When cancer treatment ends, it can be difficult to know how you will feel. Some people are relieved that treatment is over. Other people are surprised to find that their feelings are more complicated than they expected.

There might be many reasons why you have a mixture of different emotions. For example:

  • you have side effects or physical changes caused by the cancer or the treatment
  • your role with your family, friends or at work has changed.

Rather than feeling just relieved, you may also feel sad, angry or uncertain.

People often find their own ways of coping with their feelings after treatment. For many people, feelings may become easier to manage with time. But some people struggle with their feelings for a longer time after treatment has ended. You may be shocked or confused by the emotions you are feeling. If you had low moods or depression before, these problems are sometimes worse after treatment.

It takes a while to live properly again and put it all behind you.

Ian


Relief and hope

Once the main part of your treatment is over, you may feel relieved. You do not have to visit the hospital as much and you can start to recover from the side effects of treatment. You may start to think about having a holiday, going back to work, or doing some of the things you used to do.

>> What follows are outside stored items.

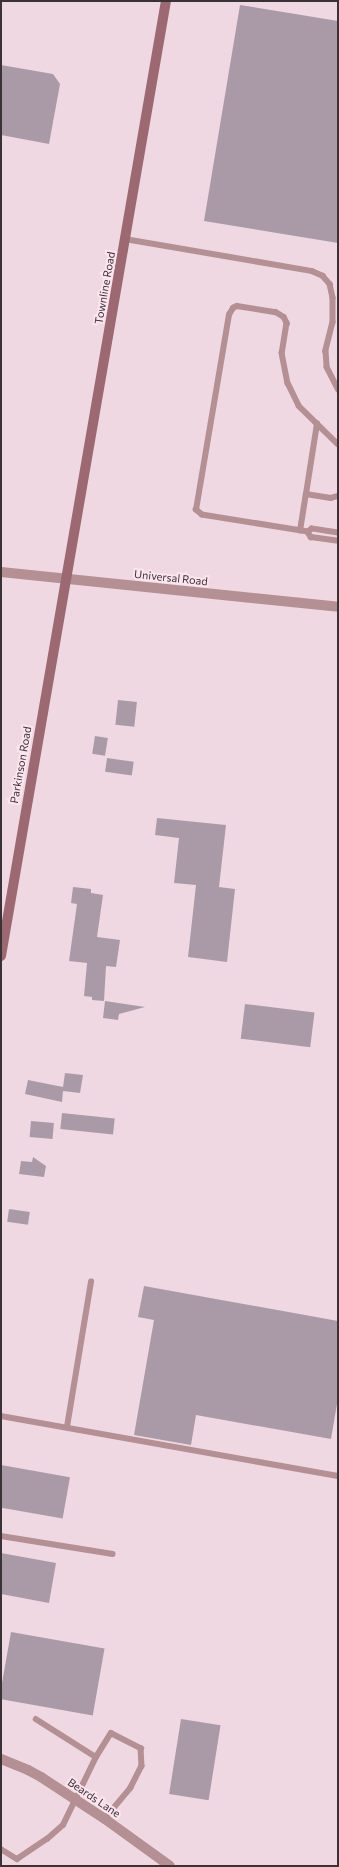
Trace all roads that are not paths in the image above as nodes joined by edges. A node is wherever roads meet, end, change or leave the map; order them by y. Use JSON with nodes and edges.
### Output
{"nodes":[{"id":1,"x":166,"y":1,"type":"edge"},
{"id":2,"x":125,"y":239,"type":"junction"},
{"id":3,"x":338,"y":389,"type":"edge"},
{"id":4,"x":317,"y":424,"type":"junction"},
{"id":5,"x":338,"y":444,"type":"edge"},
{"id":6,"x":306,"y":494,"type":"junction"},
{"id":7,"x":338,"y":496,"type":"edge"},
{"id":8,"x":300,"y":531,"type":"junction"},
{"id":9,"x":308,"y":532,"type":"junction"},
{"id":10,"x":338,"y":533,"type":"edge"},
{"id":11,"x":338,"y":541,"type":"edge"},
{"id":12,"x":1,"y":572,"type":"edge"},
{"id":13,"x":66,"y":579,"type":"junction"},
{"id":14,"x":338,"y":607,"type":"edge"},
{"id":15,"x":1,"y":956,"type":"edge"},
{"id":16,"x":91,"y":1282,"type":"dead end"},
{"id":17,"x":1,"y":1416,"type":"edge"},
{"id":18,"x":67,"y":1427,"type":"junction"},
{"id":19,"x":338,"y":1476,"type":"edge"},
{"id":20,"x":1,"y":1536,"type":"edge"},
{"id":21,"x":113,"y":1554,"type":"dead end"},
{"id":22,"x":36,"y":1719,"type":"dead end"},
{"id":23,"x":96,"y":1757,"type":"junction"},
{"id":24,"x":1,"y":1759,"type":"edge"},
{"id":25,"x":75,"y":1800,"type":"junction"},
{"id":26,"x":105,"y":1819,"type":"junction"},
{"id":27,"x":1,"y":1849,"type":"edge"},
{"id":28,"x":170,"y":1866,"type":"edge"}],
"edges":[{"from":1,"to":2,"type":"main road","name":"Townline Road"},
{"from":2,"to":3,"type":"lane"},
{"from":2,"to":13,"type":"main road","name":"Townline Road"},
{"from":4,"to":5,"type":"lane"},
{"from":4,"to":6,"type":"lane"},
{"from":4,"to":8,"type":"lane"},
{"from":6,"to":7,"type":"lane"},
{"from":6,"to":8,"type":"lane"},
{"from":8,"to":9,"type":"lane"},
{"from":9,"to":10,"type":"lane"},
{"from":9,"to":11,"type":"lane"},
{"from":12,"to":13,"type":"street","name":"Universal Road"},
{"from":13,"to":14,"type":"street","name":"Universal Road"},
{"from":13,"to":15,"type":"main road","name":"Parkinson Road"},
{"from":16,"to":18,"type":"lane"},
{"from":17,"to":18,"type":"lane"},
{"from":18,"to":19,"type":"lane"},
{"from":20,"to":21,"type":"lane"},
{"from":22,"to":23,"type":"lane"},
{"from":23,"to":25,"type":"lane"},
{"from":23,"to":26,"type":"lane"},
{"from":24,"to":25,"type":"street","name":"Beards Lane"},
{"from":25,"to":26,"type":"street","name":"Beards Lane"},
{"from":25,"to":27,"type":"lane"},
{"from":26,"to":28,"type":"street","name":"Beards Lane"}]}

Some people find their view on life has changed after treatment. You may have had time to think and reflect on your illness and what you have been through. Often people find this is a positive step and helpful as they move on with life. Perhaps your priorities have changed and different things are important to you now. You may want to make changes at work or at home, try new things or set new goals.

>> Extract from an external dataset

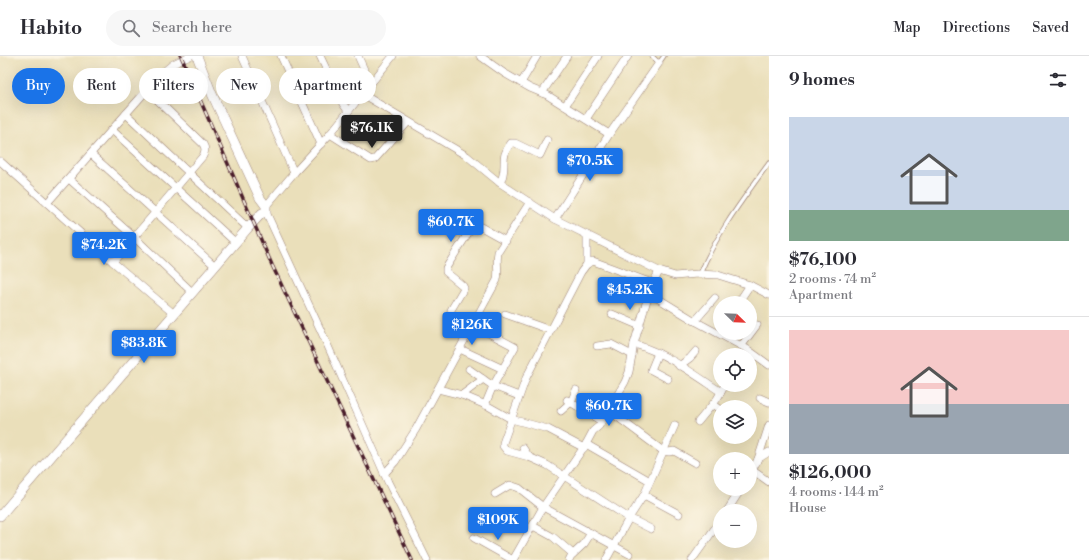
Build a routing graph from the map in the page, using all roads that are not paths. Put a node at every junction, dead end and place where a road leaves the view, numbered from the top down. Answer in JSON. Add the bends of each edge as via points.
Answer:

I see life very differently now. Things that used to be important are not so important anymore.

Sandra


Uncertainty

We all like to know what is going to happen to us. It helps us feel secure about the future. After treatment you may feel that this has been taken away from you. Your future may feel uncertain, and this can be frightening.

You may find yourself asking some of these questions:

  • What happens now?
  • Will I ever get back to how I was before?
  • Will I be able to go back to work?
  • Will I be able to have children?
  • Will the cancer come back and, if so, when?

Uncertainty can be stressful. You may feel annoyed, angry and frightened. It is difficult to make plans when you cannot be sure about the future.

Coping with uncertainty

If you are finding uncertainty hard to live with, try taking control of the things you can do something about. Getting back into a routine will help. As you get your strength back, you will be able to do more of your usual activities.

You might decide to make changes to your diet or to your work-life balance. You may want to try complementary therapies to help you relax and cope with stress.

You may find it helpful to know that other people have the same kinds of feelings as you. We have a video of Darren talking about how he coped with uncertainty.

It is how you deal with the uncertainty that helps you move forward. Some people have counselling, others may join local groups or become volunteers.

Richard

Testicular cancer and the emotional effects

Darren describes his experience of being diagnosed with and treated for testicular cancer.

About our cancer information videos

Testicular cancer and the emotional effects

Darren describes his experience of being diagnosed with and treated for testicular cancer.

About our cancer information videos


Fear of cancer coming back

For many people, the biggest fear after treatment is whether the cancer will come back. During treatment you know you are having something that will stop or slow the cancer. But when treatment ends, you may worry that there is nothing to stop the cancer coming back. Any aches or pains may also make you fear that the cancer has returned.

For some people, there is only a small risk that the cancer will come back in the future. Others are told that the cancer is likely to return, but no one can say when this will happen. Your doctors may not give you a clear answer about the future, as they do not always know. Whatever your situation, it is normal to have worries about the cancer coming back.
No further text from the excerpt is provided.